RESULTS: 43 cases were included in the final analysis. The median maximal tumour diameter was 180 mm. 32 (74.5 %) and 11 (25.5 %) women presented with unilateral and bilateral tumours respectively. 30 patients (69.7 %) presented with stage 1 disease, 1 (2.3 %) presented with stage 2 disease, 7 women (16.4 %) had stage 3 disease and 1 woman (11.6 %) had stage 4 disease. 41 women had staging surgical procedures and 2 women had limited surgery due to poor performance status. After final histology, 5 cases found to have metastatic disease to the ovary rather than primary MOC. 14 women had GI endoscopy as part of their investigation. The total estimated cost of the endoscopies that have been performed is £5635. Primary GI cancer was diagnosed in 1 case during the endoscopy (1 case of gastric cancer). The 5-year overall survival of the women included in this study is 62.8 %. The 5-year overall survival of the women in the endoscopy and non-endoscopy groups was 60 % and 64.3 % respectively (p-value: 0.767).

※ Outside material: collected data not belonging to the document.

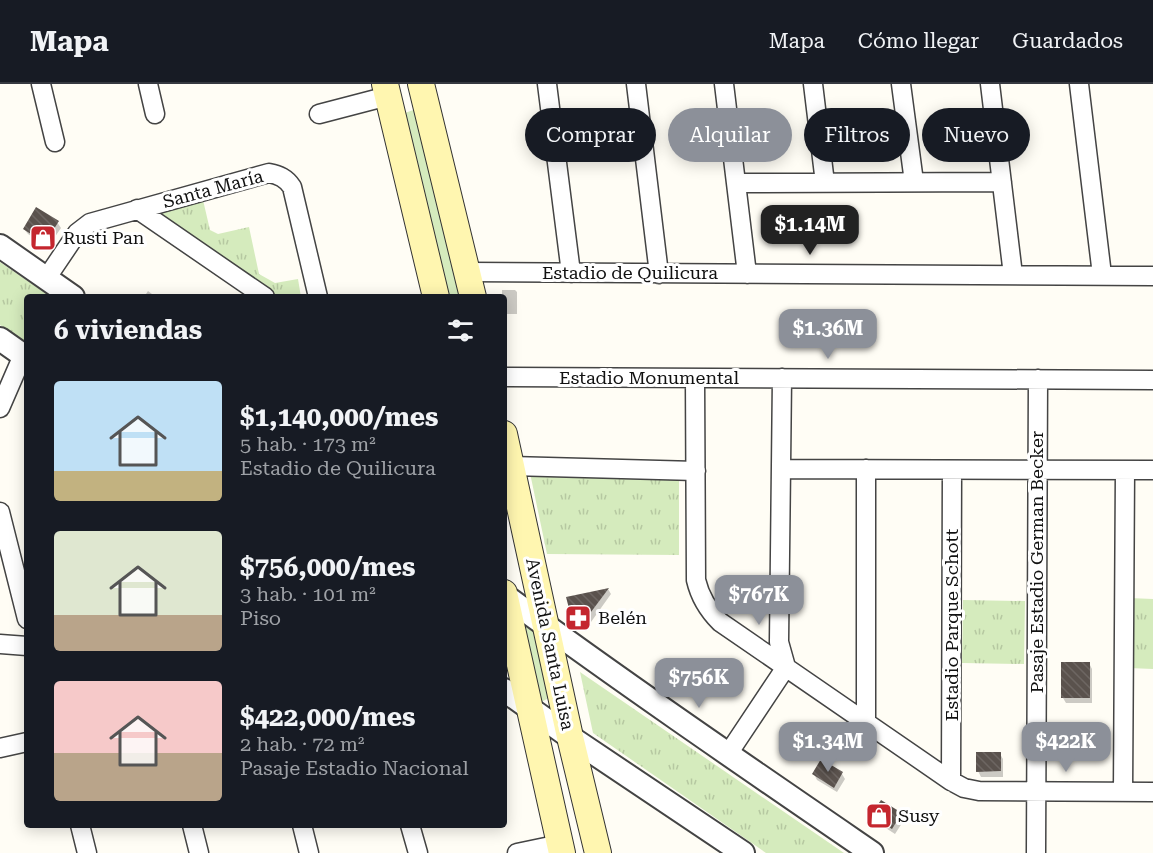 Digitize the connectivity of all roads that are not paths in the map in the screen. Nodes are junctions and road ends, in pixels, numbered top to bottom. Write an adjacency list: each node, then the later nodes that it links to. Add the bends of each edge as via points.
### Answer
1 (41, 84): 14 (street)
2 (148, 84): 12 (street)
3 (419, 84): 11 (main road, via 411,103 401,106 395,104); 21 (main road)
4 (547, 84): 22 (street)
5 (636, 84): 23 (street)
6 (724, 84): 17 (street)
7 (813, 84): 18 (street)
8 (901, 84): 15 (street)
9 (990, 84): 16 (street)
10 (1079, 84): 26 (street)
11 (386, 88): 13 (street); 32 (main road)
12 (155, 114)
13 (319, 114)
14 (55, 142)
15 (914, 182): 16 (street); 18 (street)
16 (1002, 182): 25 (street)
17 (736, 183): 18 (street); 24 (street)
18 (825, 183)
19 (137, 209): 28 (street, Santa María, via 84,226); 30 (street); 31 (street, Santa María, via 277,174 292,187)
20 (0, 246): 28 (street)
21 (467, 272): 22 (street, Estadio de Quilicura); 33 (main road)
22 (571, 273): 23 (street, Estadio de Quilicura)
23 (659, 274): 24 (street, Estadio de Quilicura)
24 (747, 274): 25 (street, Estadio de Quilicura)
25 (1013, 275): 26 (street, Estadio de Quilicura)
26 (1102, 276): 27 (street, Estadio de Quilicura)
27 (1153, 276)
28 (46, 279): 29 (street)
29 (68, 294)
30 (261, 294)
31 (317, 294)
32 (435, 294)
33 (472, 294)
34 (11, 351): 40 (street)
35 (507, 377): 36 (street, Estadio Monumental)
36 (695, 378): 37 (street, Estadio Monumental); 49 (street)
37 (782, 378): 38 (street, Estadio Monumental); 43 (street)
38 (1038, 379): 39 (street, Estadio Monumental); 46 (street, Pasaje Estadio German Becker)
39 (1153, 380)
40 (0, 408)
41 (507, 448): 42 (main road, Avenida Santa Luisa)
42 (511, 466): 49 (street); 55 (main road, Avenida Santa Luisa)
43 (781, 469): 44 (street); 58 (street, via 779,642)
44 (866, 470): 45 (street); 61 (street)
45 (952, 470): 46 (street); 66 (street, Estadio Parque Schott)
46 (1037, 470): 47 (street); 67 (street, Pasaje Estadio German Becker)
47 (1125, 470): 48 (street); 68 (street)
48 (1153, 470)
49 (696, 471): 58 (street, via 696,580 703,602 720,622)
50 (0, 512): 51 (street)
51 (4, 543): 53 (street)
52 (507, 597): 55 (street)
53 (24, 608)
54 (507, 608): 60 (main road, Avenida Santa Luisa)
55 (547, 627): 62 (main road, Avenida Santa Luisa); 65 (street)
56 (0, 644): 57 (street)
57 (24, 646)
58 (786, 667): 61 (street); 65 (street)
59 (507, 692): 60 (street)
60 (530, 707): 62 (street); 74 (main road, Avenida Santa Luisa)
61 (866, 722): 66 (street)
62 (570, 737): 80 (main road, Avenida Santa Luisa); 81 (street)
63 (24, 743): 64 (street)
64 (0, 748)
65 (728, 754): 82 (street)
66 (951, 781): 67 (street, via 980,791)
67 (1036, 791): 68 (street); 83 (street, Pasaje Estadio German Becker)
68 (1123, 792): 69 (street)
69 (1153, 792)
70 (81, 828): 75 (street)
71 (193, 828): 76 (street)
72 (303, 828): 77 (street)
73 (411, 828): 78 (street)
74 (561, 848): 79 (street)
75 (87, 853)
76 (199, 853)
77 (309, 853)
78 (418, 853)
79 (517, 853)
80 (598, 853)
81 (743, 853)
82 (872, 853)
83 (1036, 853)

CONCLUSIONS: The findings of this study show that the survival rates of patients treated for mucinous ovarian cancer in our centre are similar to other published studies. Our findings do not support the routine use of GI endoscopy in the peri-operative investigations of every patient with MOC due to the non-statistically significant difference in the overall survival.
摘要:
背景:粘液性卵巢癌(MOC)是一种罕见的卵巢恶性肿瘤。真正的发病率可能低至所有卵巢癌的3%。本研究的目的是比较和了解粘液性卵巢癌患者的临床病理特征,报告生存率,并评估胃肠道(GI)内窥镜检查作为围手术期检查的一部分的作用及其对生存率的影响。
方法:这是诺丁汉妇科肿瘤中心MOC患者10年的回顾性数据收集。数据采用SPSS软件进行分析。
结果:43例纳入最终分析。中位最大肿瘤直径为180mm。32例(74.5%)和11例(25.5%)女性分别出现单侧和双侧肿瘤。30例患者(69.7%)出现1期疾病,1例(2.3%)出现2期疾病,7名妇女(16.4%)患有3期疾病,1名妇女(11.6%)患有4期疾病。41名妇女进行了分期手术,2名妇女由于表现不佳而进行了有限的手术。经过最后的组织学检查,5例发现卵巢而非原发性MOC转移性疾病。作为调查的一部分,14名女性接受了胃肠道内窥镜检查。进行内窥镜检查的估计总成本为5635英镑。胃镜检查中1例诊断为原发性胃肠道癌(1例胃癌)。纳入本研究的女性的5年总生存率为62.8%。内镜组和非内镜组女性的5年总生存率分别为60%和64.3%(p值:0.767)。
结论:这项研究的结果表明,在我们中心接受粘液性卵巢癌治疗的患者的生存率与其他已发表的研究相似。我们的发现不支持在每个MOC患者的围手术期检查中常规使用胃肠道内窥镜检查,因为总生存期的差异无统计学意义。